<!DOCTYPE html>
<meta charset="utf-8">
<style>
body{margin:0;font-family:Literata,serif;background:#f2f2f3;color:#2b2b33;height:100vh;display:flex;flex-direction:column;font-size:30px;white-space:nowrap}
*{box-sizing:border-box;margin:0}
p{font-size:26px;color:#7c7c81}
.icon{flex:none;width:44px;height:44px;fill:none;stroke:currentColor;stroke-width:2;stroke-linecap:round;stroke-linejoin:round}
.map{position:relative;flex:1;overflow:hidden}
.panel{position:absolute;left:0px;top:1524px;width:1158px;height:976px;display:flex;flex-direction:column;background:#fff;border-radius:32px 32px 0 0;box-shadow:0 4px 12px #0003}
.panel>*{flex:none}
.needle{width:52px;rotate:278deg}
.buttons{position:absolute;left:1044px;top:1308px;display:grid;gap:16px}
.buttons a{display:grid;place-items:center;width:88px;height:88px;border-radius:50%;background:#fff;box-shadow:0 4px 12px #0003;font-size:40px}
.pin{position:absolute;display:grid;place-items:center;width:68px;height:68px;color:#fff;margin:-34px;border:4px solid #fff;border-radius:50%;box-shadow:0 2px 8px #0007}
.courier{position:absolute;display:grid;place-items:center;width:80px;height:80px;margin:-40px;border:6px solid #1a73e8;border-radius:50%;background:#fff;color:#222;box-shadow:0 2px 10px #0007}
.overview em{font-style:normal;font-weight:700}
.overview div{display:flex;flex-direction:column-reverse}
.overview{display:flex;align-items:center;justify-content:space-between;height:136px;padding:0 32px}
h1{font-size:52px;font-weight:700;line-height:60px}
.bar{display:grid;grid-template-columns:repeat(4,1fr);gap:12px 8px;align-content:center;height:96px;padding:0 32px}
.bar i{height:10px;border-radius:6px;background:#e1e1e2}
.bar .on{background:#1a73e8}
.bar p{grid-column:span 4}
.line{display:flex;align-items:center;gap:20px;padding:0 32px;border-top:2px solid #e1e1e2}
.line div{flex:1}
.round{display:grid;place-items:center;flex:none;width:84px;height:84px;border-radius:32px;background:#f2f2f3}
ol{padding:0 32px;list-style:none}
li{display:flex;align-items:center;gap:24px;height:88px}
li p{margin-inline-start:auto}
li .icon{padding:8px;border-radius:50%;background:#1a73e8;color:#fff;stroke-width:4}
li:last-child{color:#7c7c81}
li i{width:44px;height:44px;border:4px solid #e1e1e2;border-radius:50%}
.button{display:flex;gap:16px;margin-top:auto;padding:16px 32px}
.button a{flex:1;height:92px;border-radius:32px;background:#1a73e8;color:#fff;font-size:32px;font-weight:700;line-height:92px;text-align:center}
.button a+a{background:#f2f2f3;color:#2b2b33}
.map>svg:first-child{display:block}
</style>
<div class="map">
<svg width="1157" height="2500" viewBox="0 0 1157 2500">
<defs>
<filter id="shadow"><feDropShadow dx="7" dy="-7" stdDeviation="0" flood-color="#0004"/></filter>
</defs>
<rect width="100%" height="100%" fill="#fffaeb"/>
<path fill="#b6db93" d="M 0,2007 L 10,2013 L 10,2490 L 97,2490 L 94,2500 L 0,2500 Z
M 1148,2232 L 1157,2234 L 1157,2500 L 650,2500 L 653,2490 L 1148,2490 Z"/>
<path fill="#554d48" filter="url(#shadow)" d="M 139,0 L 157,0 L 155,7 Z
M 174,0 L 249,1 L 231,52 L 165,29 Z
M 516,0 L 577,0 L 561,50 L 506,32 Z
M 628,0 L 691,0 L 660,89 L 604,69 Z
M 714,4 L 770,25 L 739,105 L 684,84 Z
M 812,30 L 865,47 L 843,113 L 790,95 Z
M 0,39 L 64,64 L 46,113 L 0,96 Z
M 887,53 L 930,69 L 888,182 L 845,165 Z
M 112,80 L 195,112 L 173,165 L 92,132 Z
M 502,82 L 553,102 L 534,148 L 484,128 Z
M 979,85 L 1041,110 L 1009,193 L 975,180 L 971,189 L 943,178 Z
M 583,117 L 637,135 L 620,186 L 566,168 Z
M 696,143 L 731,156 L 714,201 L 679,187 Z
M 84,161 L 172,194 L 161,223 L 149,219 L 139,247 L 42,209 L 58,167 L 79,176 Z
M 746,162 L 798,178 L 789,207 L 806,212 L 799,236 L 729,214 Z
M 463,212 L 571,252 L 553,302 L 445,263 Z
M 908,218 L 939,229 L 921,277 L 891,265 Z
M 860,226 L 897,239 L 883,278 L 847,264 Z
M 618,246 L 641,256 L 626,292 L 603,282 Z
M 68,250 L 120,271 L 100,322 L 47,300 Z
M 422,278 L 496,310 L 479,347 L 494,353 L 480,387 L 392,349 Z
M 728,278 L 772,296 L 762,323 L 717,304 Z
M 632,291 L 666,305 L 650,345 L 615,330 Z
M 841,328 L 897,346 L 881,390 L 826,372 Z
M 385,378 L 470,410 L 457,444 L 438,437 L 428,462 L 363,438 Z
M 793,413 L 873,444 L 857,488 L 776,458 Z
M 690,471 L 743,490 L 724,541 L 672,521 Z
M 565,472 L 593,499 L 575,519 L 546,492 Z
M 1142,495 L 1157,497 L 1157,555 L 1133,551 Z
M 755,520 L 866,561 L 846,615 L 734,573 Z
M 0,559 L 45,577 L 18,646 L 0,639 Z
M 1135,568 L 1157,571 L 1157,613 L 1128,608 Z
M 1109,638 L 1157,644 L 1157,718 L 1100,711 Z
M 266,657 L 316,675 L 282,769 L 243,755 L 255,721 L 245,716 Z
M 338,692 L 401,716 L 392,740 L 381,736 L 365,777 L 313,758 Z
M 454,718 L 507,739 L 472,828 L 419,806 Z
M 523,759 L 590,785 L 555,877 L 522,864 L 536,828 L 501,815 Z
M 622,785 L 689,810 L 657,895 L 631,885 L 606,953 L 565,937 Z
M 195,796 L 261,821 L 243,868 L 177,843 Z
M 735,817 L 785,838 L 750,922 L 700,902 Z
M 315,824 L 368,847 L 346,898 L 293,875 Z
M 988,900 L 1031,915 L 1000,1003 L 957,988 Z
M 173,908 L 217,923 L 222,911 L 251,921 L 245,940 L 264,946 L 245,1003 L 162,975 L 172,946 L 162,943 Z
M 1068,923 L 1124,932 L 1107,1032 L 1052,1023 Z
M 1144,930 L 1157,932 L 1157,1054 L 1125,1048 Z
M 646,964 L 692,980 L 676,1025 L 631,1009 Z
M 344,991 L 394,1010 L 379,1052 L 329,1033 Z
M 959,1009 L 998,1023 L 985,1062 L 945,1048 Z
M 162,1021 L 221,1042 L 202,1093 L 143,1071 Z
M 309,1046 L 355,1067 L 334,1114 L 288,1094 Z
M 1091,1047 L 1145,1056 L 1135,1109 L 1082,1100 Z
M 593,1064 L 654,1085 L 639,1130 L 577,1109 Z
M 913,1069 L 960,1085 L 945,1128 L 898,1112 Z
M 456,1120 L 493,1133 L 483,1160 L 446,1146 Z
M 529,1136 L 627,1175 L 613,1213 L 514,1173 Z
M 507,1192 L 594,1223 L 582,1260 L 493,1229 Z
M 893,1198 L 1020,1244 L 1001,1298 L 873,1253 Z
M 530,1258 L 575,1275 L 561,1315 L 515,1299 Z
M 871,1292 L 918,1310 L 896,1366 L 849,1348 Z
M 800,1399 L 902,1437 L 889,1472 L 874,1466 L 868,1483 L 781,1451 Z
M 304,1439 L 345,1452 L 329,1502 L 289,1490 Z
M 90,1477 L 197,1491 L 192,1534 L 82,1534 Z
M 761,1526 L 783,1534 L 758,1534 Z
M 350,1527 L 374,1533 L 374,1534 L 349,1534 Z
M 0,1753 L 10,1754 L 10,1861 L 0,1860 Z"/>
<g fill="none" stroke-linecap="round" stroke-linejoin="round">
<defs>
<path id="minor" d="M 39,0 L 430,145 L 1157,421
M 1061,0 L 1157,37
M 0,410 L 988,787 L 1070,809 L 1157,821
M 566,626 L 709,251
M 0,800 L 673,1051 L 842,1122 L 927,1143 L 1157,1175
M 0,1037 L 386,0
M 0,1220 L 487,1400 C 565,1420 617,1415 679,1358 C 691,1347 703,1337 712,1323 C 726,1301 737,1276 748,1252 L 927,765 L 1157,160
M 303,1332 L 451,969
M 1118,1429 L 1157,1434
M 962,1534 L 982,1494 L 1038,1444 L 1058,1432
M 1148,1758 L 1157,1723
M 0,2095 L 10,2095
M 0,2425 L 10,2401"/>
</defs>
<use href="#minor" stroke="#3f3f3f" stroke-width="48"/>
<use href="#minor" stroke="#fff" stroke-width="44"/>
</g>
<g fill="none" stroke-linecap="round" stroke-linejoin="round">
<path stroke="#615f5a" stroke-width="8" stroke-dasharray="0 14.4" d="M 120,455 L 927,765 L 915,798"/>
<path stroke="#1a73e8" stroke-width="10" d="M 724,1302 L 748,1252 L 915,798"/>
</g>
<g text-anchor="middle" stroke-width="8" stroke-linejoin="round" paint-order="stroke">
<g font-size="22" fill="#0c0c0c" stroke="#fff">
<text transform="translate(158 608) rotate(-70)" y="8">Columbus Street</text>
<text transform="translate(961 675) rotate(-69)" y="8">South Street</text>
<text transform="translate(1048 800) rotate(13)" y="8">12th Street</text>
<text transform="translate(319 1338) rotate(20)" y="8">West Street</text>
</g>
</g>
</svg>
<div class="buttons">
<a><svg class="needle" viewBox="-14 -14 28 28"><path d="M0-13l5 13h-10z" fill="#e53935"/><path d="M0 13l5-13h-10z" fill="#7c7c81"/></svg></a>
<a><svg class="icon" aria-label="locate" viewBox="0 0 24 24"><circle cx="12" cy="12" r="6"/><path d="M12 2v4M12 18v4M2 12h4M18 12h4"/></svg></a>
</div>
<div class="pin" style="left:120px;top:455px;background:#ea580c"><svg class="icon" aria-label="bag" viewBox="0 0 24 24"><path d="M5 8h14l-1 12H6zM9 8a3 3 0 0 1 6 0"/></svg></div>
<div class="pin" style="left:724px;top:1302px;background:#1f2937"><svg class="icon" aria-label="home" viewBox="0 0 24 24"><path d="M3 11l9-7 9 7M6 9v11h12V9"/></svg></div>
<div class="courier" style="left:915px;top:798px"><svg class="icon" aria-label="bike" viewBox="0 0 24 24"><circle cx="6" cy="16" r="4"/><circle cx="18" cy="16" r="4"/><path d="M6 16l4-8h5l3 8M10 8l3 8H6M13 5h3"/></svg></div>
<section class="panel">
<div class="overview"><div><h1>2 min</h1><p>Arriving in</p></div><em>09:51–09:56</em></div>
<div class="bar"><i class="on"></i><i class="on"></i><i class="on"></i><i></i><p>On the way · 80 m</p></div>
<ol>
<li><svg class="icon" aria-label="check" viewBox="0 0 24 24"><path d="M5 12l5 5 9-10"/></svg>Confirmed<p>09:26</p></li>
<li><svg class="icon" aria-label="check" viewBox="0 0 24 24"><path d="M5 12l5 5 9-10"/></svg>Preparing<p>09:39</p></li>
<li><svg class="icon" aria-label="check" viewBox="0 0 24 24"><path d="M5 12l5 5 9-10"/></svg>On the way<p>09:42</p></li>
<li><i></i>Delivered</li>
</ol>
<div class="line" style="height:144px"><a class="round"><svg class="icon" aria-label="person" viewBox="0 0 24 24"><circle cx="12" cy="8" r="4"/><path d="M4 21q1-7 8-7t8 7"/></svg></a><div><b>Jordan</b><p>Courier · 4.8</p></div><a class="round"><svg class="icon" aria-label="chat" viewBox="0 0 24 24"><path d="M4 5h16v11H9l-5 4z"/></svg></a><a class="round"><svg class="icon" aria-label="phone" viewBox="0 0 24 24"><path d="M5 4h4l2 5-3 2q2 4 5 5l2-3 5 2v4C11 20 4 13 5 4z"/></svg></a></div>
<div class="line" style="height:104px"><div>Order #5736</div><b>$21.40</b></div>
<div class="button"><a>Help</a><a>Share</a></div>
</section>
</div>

■ **ABOUT THIS EXERCISE**
For the word "overview", count the lines of the records that contain it and give only the number.

■ **OUTPUT**
4